Der Vorwurf ist alt: Entwickelt eine Behörde Überwachungssoftware, könnte diese in falsche Hände geraten. Auf die meisten wirkt diese Gefahr wohl ziemlich akademisch, in einer Präsentation hat jetzt allerdings ein Sicherheitsforscher vorgeführt, wie dies in der Praxis ablaufen könnte. Wie der mittlerweile für die Softwarefirma Jamf arbeitende Mac-Sicherheitsprofi Patrick Wardle in einer Präsentation zeigt, ist es nämlich gar nicht so schwer, vorhandene Mac-Malware umzuschreiben und für neue Angriffe zu nutzen – selbst unter Catalina.
Das gilt für bekannte Malware, aber leider auch für Überwachungsprogramme, die ursprünglich von Staatsorganen geschrieben wurden. Auch diese können in falsche Hände geraten und für illegale Zwecke genutzt werden. Wie Wardle anmerkt, wurden US-Behörden wie CIA und NSA allein 2018 mit 60 Milliarden Dollar ausgestattet, genug Geld für erstklassige Software-Entwicklung und Nutzung noch unbekannter Lücken in macOS und iOS. Manche dieser Spionage-Tools sind bereits in falsche Hände geraten. Es ist anscheinend längst üblich, dass ausländische Mächte die Spionage-Tools ihrer Gegner einsetzen, so sollen laut NYT chinesische Nachrichtendienste für Angriffe auf Unternehmen auf NSA-Hacking-Tools zurückgegriffen haben – auch um die Herkunft der Angriffe zu verschleiern. Aber auch Kriminelle könnten immer öfter auf Versionen dieser Tools zugreifen, um Unternehmen oder Privatleute zu schädigen.
In einer ausführlichen Präsentation hat Wardle vorgeführt , wie man ein bekanntes Tool für eigene Zwecke nutzen könnte.

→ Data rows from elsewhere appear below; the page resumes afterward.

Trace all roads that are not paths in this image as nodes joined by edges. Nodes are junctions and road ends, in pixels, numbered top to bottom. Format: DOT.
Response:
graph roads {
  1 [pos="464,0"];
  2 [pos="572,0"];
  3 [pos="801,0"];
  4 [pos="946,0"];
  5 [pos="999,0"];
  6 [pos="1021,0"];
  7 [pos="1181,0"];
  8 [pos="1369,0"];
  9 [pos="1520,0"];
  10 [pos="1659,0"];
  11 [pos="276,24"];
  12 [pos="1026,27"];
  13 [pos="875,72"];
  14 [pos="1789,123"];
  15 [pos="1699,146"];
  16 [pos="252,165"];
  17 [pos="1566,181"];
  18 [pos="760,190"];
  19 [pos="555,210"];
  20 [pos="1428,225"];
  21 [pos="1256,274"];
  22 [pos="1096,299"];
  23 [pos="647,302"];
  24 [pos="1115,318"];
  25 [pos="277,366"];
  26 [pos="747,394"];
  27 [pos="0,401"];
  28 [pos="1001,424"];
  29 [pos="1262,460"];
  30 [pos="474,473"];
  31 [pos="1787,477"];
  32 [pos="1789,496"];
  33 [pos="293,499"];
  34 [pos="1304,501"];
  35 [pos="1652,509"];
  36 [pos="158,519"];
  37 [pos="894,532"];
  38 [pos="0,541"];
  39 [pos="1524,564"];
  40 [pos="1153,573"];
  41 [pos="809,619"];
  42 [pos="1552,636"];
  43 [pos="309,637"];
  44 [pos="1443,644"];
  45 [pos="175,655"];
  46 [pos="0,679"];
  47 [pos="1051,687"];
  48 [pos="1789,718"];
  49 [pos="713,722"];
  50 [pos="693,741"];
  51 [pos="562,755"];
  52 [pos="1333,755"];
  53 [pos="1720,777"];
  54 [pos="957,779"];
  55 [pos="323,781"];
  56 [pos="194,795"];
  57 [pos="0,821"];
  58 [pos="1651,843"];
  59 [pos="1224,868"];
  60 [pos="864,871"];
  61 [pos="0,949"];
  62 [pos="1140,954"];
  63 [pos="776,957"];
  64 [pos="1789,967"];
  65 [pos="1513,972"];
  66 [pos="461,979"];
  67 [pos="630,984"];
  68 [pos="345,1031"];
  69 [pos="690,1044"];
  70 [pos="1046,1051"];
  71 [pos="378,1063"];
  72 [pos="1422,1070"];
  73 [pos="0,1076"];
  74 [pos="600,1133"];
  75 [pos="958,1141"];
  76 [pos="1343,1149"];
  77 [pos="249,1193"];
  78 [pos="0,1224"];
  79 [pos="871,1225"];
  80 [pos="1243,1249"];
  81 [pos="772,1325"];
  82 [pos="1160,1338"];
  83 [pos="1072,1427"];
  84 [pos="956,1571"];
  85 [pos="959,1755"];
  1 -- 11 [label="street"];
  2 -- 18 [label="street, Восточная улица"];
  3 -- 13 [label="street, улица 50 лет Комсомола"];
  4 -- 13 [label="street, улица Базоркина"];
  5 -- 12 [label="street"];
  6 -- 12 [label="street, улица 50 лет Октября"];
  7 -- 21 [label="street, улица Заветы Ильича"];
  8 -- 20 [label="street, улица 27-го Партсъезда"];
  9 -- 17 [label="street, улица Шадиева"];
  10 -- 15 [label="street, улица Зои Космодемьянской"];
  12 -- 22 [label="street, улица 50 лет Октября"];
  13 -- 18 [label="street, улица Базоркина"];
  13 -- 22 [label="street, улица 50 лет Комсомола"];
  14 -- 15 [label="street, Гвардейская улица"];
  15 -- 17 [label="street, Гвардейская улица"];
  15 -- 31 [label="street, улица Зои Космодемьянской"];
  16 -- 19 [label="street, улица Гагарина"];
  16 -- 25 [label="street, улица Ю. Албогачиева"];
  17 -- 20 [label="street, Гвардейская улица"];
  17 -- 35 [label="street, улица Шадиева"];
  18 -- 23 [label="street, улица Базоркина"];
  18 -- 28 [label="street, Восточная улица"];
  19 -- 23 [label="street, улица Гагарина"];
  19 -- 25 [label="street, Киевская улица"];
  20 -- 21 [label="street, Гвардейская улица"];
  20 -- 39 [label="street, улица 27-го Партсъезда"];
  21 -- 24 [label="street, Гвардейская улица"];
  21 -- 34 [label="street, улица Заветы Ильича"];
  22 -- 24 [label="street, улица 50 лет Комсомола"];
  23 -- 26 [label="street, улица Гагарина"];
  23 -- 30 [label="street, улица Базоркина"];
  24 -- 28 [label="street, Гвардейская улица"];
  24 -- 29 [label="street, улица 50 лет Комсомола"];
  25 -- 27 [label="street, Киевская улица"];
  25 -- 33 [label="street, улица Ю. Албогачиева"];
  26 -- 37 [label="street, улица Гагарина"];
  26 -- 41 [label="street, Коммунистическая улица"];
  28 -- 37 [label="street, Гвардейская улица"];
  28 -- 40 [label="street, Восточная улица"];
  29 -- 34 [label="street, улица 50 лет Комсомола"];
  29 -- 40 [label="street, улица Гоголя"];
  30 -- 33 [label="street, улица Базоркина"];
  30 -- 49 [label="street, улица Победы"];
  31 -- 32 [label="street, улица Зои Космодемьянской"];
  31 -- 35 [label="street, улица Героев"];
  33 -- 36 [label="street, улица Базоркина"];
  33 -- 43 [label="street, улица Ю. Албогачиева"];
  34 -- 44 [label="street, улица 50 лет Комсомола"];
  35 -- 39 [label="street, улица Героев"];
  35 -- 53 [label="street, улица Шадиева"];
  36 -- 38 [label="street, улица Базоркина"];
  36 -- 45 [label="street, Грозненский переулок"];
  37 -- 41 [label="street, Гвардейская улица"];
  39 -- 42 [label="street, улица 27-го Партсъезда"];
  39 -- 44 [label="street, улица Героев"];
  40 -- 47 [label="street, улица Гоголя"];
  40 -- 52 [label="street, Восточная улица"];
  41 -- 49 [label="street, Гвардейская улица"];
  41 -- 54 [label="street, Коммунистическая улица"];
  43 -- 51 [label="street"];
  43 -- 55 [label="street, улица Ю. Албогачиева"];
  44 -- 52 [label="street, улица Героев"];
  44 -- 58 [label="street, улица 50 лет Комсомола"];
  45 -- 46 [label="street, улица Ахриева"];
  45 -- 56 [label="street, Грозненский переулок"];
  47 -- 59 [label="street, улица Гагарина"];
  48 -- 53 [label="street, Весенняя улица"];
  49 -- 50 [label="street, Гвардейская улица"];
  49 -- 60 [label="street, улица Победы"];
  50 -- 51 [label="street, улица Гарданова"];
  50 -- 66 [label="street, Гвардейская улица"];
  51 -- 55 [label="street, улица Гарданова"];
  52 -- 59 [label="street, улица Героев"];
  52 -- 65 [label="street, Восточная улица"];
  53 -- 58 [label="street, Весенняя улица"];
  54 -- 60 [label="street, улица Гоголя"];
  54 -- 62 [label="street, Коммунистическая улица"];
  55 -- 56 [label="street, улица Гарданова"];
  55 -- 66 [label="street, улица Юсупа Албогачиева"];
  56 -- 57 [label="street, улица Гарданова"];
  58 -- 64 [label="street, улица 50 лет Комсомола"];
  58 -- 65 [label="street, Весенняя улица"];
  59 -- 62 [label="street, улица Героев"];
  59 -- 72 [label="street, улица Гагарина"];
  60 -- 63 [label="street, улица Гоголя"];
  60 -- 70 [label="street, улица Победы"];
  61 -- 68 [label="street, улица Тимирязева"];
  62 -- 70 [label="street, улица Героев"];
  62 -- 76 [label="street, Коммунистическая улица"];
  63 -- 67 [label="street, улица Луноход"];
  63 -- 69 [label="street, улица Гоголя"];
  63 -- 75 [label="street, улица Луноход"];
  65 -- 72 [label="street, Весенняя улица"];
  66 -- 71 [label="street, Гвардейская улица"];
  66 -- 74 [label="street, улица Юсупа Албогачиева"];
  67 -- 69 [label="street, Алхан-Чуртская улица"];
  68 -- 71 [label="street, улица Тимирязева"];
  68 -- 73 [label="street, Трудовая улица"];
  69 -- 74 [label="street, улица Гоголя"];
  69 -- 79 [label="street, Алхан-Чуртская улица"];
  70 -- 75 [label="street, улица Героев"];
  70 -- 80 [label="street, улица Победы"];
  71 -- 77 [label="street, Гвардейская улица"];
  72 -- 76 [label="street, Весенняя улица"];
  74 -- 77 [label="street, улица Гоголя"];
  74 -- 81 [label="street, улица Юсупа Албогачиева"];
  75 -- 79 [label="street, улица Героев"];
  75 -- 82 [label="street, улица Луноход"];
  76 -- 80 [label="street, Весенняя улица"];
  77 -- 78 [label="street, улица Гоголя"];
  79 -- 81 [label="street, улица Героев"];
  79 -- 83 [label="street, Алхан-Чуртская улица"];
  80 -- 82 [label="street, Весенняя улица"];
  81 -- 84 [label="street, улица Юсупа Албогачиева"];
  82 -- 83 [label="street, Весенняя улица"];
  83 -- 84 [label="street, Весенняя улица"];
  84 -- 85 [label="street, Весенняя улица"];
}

Das erste Hindernis: Vor der Nutzung eines solchen Tools muss es analysiert und die Steuerungsfunktionen verstanden werden. Will man eine Malware von außen steuern, muss ein sogenannter Command-and-Control-Server eingerichtet werden, mit dem die Malware kommuniziert und etwa zusätzliche Spyware nachlädt. Für sein Projekt wählte Wardle allerdings keine geheime NSA-Spyware, sondern bekannte Mac-Malware von Hackern: Als erstes Beispiel die von einem Hacker aus Ohio entwickelte Spyware Fruitfly bzw. OSX.FRUITFLY aus, die Wardle nur leicht abändern musste. Auch Apples Schutzfunktion Xprotect ließ sich relativ leicht überlisten. Weitere Beispiele in der Präsentation sind die Ransomware Keranger , die Backdoor Windtail und AppleJeus.

Ein bekannter Schwachpunkt von Apples integriertem Malware-Scanner Xprotect macht es dem Hacker dabei leicht: Leider schützt Apples Sicherheitsfunktion nur vor bereits bekannter Mac-Malware wie der Originalversion von Fruitfly, da die Funktion nur Signaturen bekannter Fruitfly-Versionen kennt. Ändert man aber bei einer neuen Version nur einige Details im Quellcode, wird die neue Version nicht mehr erkannt und bleibt unentdeckt. Das gilt leider auch für Apples Tool MRT, das ebenfalls auf sogenannten Signaturen bekannter Malware-Arten basiert. Auch hier genügen kleine Abänderungen und die Signaturprüfung schlägt fehl. Eine weitere Schutzfunktion sind Zertifikate: Nur ein Programm mit einem gültigen Entwicklerzertifikat darf unter neueren MacOS-Systemen laufen. Allerdings ist es möglich, bei einer Malware ein altes Zertifikat zu entfernen und ein neues zu ergänzen – wobei allerdings Wardle verschweigt, dass es nicht ganz einfach ist, ein solches Zertifikat zu besorgen. Nicht ganz uneigennützig empfiehlt Wardle schlussendlich eine Sicherheitssoftware, die Malware an ihrem Verhalten erkennt – wie sein Tool Jamf Protect.